Comment les tribunaux traitent les décisions de fautes professionnelles
Lorsqu’un patient intente une poursuite pour faute professionnelle, c’est le droit de la responsabilité civile délictuelle qui tranche. Le droit de la responsabilité civile délictuelle vise à indemniser le demandeur qui prouve qu’il a subi un préjudice fautif, à rendre justice, à informer et à dissuader les actes négligents1.

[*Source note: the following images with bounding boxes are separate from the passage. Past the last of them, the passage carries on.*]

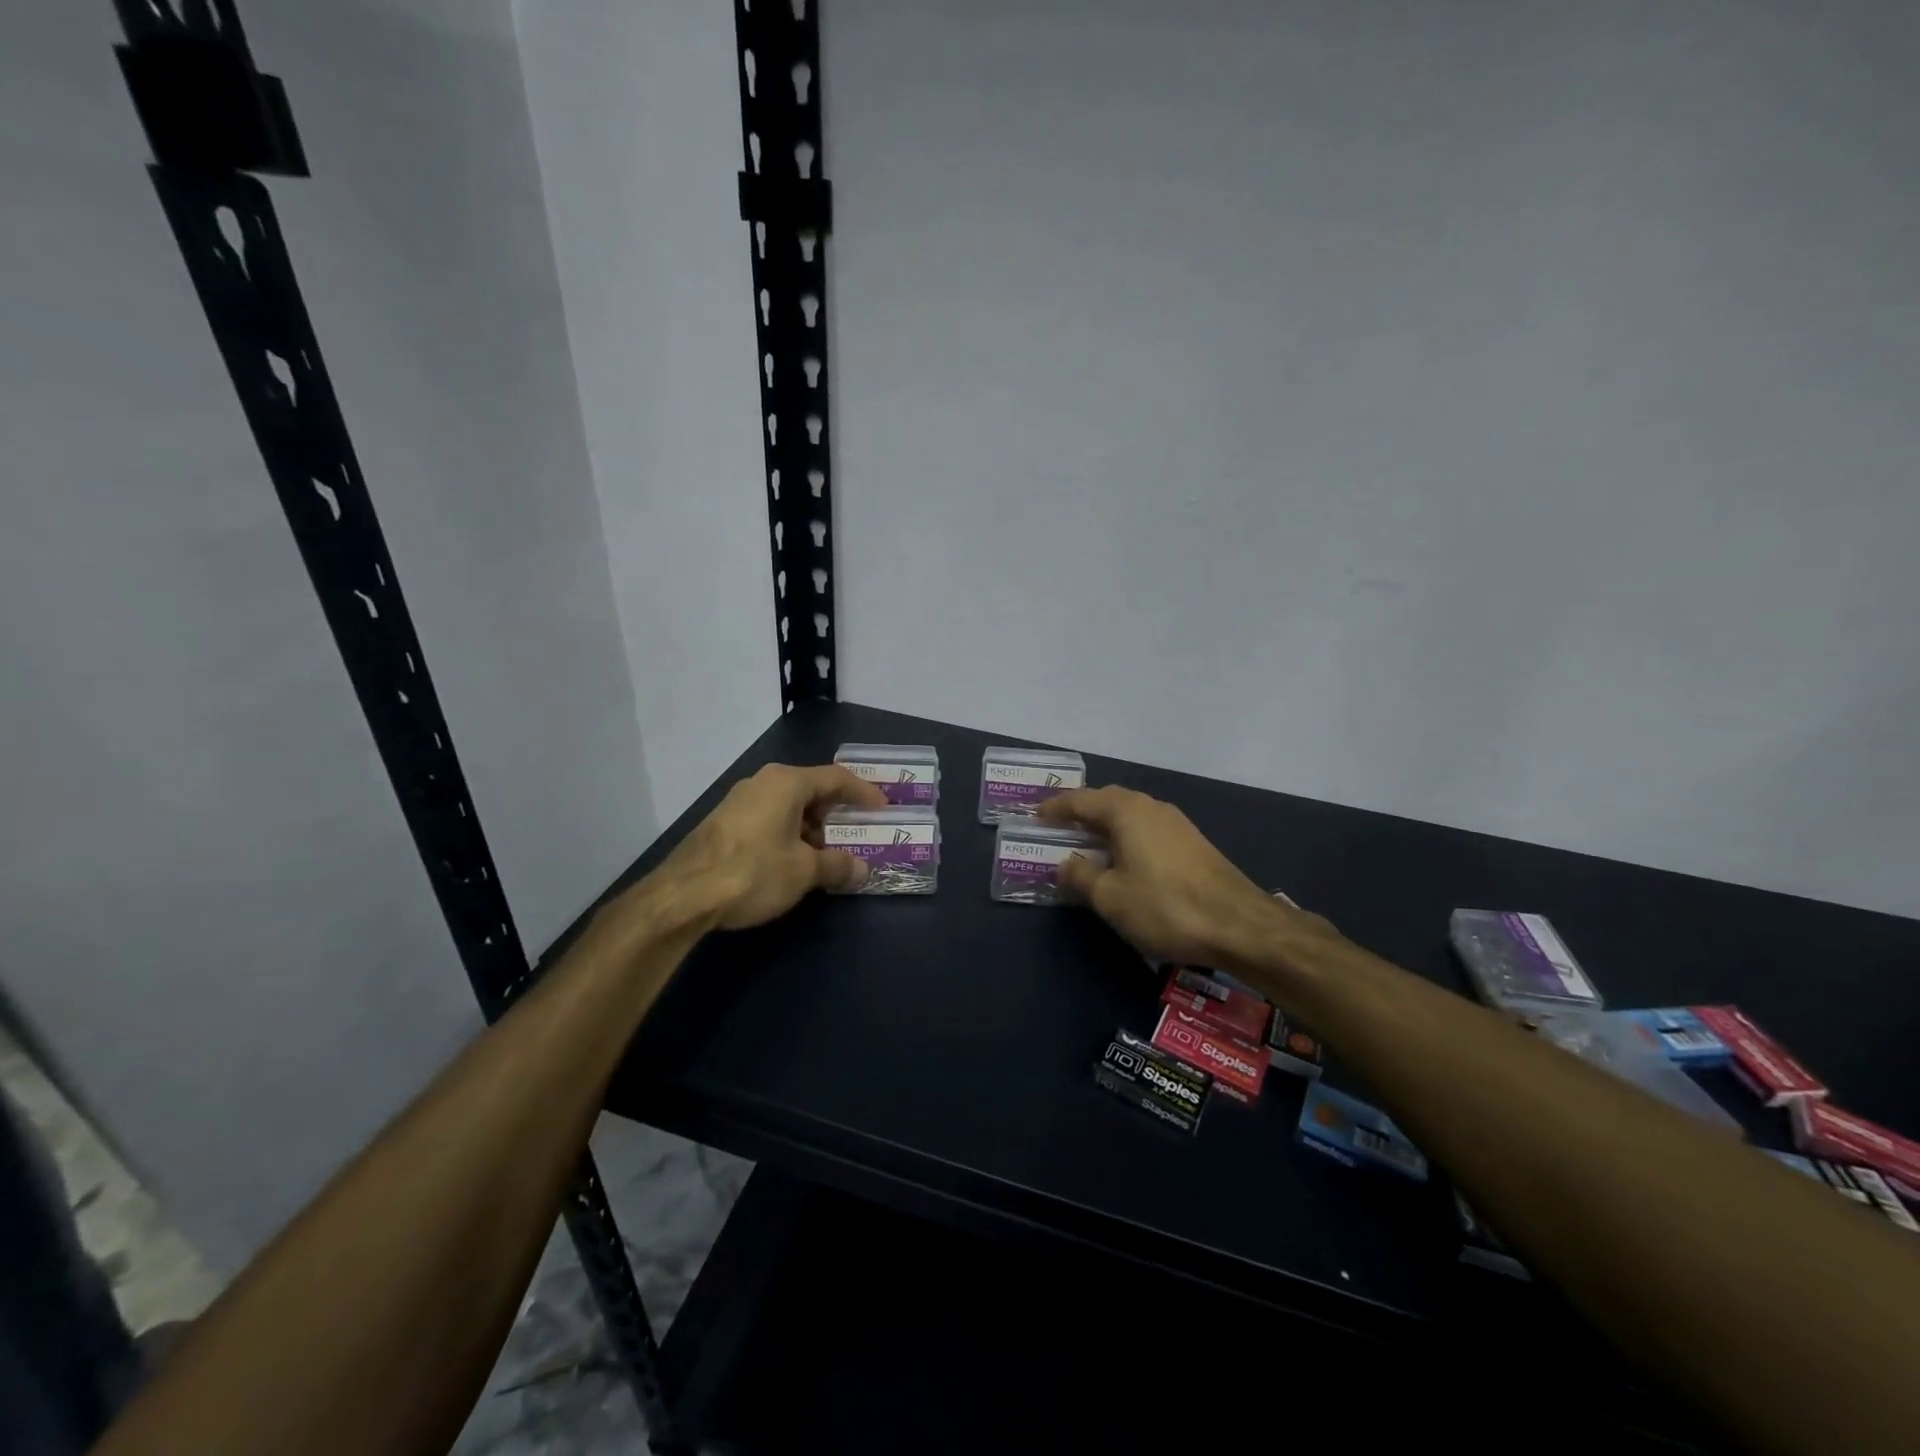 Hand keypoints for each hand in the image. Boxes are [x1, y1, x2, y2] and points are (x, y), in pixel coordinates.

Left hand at [662, 763, 887, 929]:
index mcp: (786, 783)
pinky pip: (768, 819)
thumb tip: (861, 869)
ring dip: (811, 828)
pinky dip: (788, 835)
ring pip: (788, 807)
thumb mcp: (804, 871)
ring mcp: (739, 802)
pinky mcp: (724, 823)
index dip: (863, 792)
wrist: (682, 896)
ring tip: (826, 856)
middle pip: (811, 790)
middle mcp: (762, 783)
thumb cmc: (753, 872)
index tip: (883, 807)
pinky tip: (791, 863)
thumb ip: (837, 866)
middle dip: (835, 814)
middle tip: (855, 834)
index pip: (836, 778)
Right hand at [1037, 786, 1335, 968]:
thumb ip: (1080, 876)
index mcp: (1126, 811)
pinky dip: (1126, 838)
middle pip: (1107, 801)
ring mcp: (1176, 823)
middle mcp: (1151, 807)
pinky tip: (1124, 861)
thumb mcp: (1110, 897)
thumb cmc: (1165, 906)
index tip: (1035, 817)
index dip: (1055, 808)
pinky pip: (1147, 830)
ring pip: (1130, 815)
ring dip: (1105, 826)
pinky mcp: (1192, 843)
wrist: (1239, 925)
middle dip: (1081, 812)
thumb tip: (1064, 863)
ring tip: (1087, 846)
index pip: (1080, 800)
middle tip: (1058, 829) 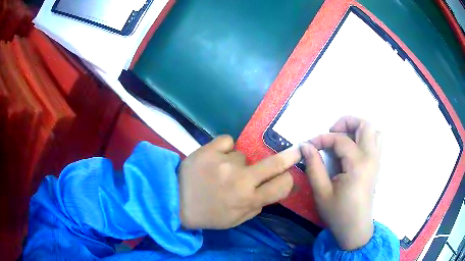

Pour que la cour détermine qu’un professionnel de la santé a fait preuve de négligence, le demandeur doit prouver quatre éléments : l’obligation de diligence; le manquement au degré de diligence; le préjudice prévisible causé par un manquement au degré de diligence; et les dommages-intérêts2. Lorsque des professionnels de la santé travaillent en équipe, cette approche judiciaire ne change pas. Si l’on prouve qu’un membre de l’équipe est tenu responsable de négligence, les tribunaux ne trouvent pas juste que les autres membres doivent rendre des comptes simplement parce qu’ils sont membres de l’équipe3.
Types de Responsabilité
Après qu’on a établi la valeur des dommages-intérêts, le tribunal détermine quel défendeur doit payer quels dommages-intérêts en fonction des principes suivants du droit :
- Responsabilité directe
Chaque professionnel de la santé est responsable de sa propre pratique professionnelle à titre individuel et en tant que membre d’une équipe de pratique collaborative. Par conséquent, si un [practicien] est tenu responsable de négligence, le tribunal peut octroyer des dommages-intérêts au demandeur et ordonner que ceux-ci soient versés par le défendeur à titre individuel. Cette forme de responsabilité est qualifiée de responsabilité directe. La protection en matière de responsabilité professionnelle offerte par l’Association canadienne de protection médicale (ACPM) et la Société de protection des infirmières et infirmièrs du Canada (SPIIC) est conçue en vue de prêter assistance aux médecins et aux infirmières faisant face à ce type de jugement.Un employeur ou un établissement défendeur peut également être tenu responsable de négligence et tenu directement responsable du manquement à son devoir envers le patient. Ce devoir peut consister à faire preuve de diligence raisonnable dans la sélection du personnel professionnel; à évaluer régulièrement le rendement du personnel; à établir et à appliquer des politiques et des procédures appropriées; à faire une supervision raisonnable du personnel; à assurer une dotation adéquate en personnel et à fournir de l’équipement et des ressources appropriés. - Responsabilité du fait d’autrui
Lorsqu’un employé est tenu responsable de négligence, le tribunal peut ordonner à l’employeur de verser des dommages-intérêts en vertu du principe juridique sur la responsabilité du fait d’autrui. Ce principe stipule qu’un employeur, qu’il s’agisse d’une personne ou d’un établissement, peut être tenu financièrement responsable de la négligence de ses employés. Il est toutefois important de noter que les employés conservent leur propre responsabilité même lorsque les employeurs sont responsables en vertu du fait d’autrui pour leurs actes. La cour détermine au cas par cas si la relation employeur / employé a existé et si l’employé agissait dans le cadre de son emploi. N’oubliez pas qu’un professionnel de la santé exerçant en tant qu’employé peut également être nommé personnellement comme défendeur et être tenu responsable des préjudices causés à un patient. - Responsabilité conjointe et individuelle
Lorsqu’un défendeur est tenu responsable de négligence, le tribunal évalue le montant des dommages-intérêts (souvent exprimé en pourcentage du montant total des dommages-intérêts octroyés) devant être payés par chacun des défendeurs. Les défendeurs peuvent être conjointement et individuellement responsables des dommages-intérêts octroyés. Cela signifie que le plaignant peut obtenir une indemnisation complète de tout défendeur négligent, même si ce défendeur risque alors de payer une quote-part plus élevée des dommages-intérêts. Ce défendeur peut ensuite chercher à obtenir une contribution de la part des autres défendeurs tenus responsables de négligence4.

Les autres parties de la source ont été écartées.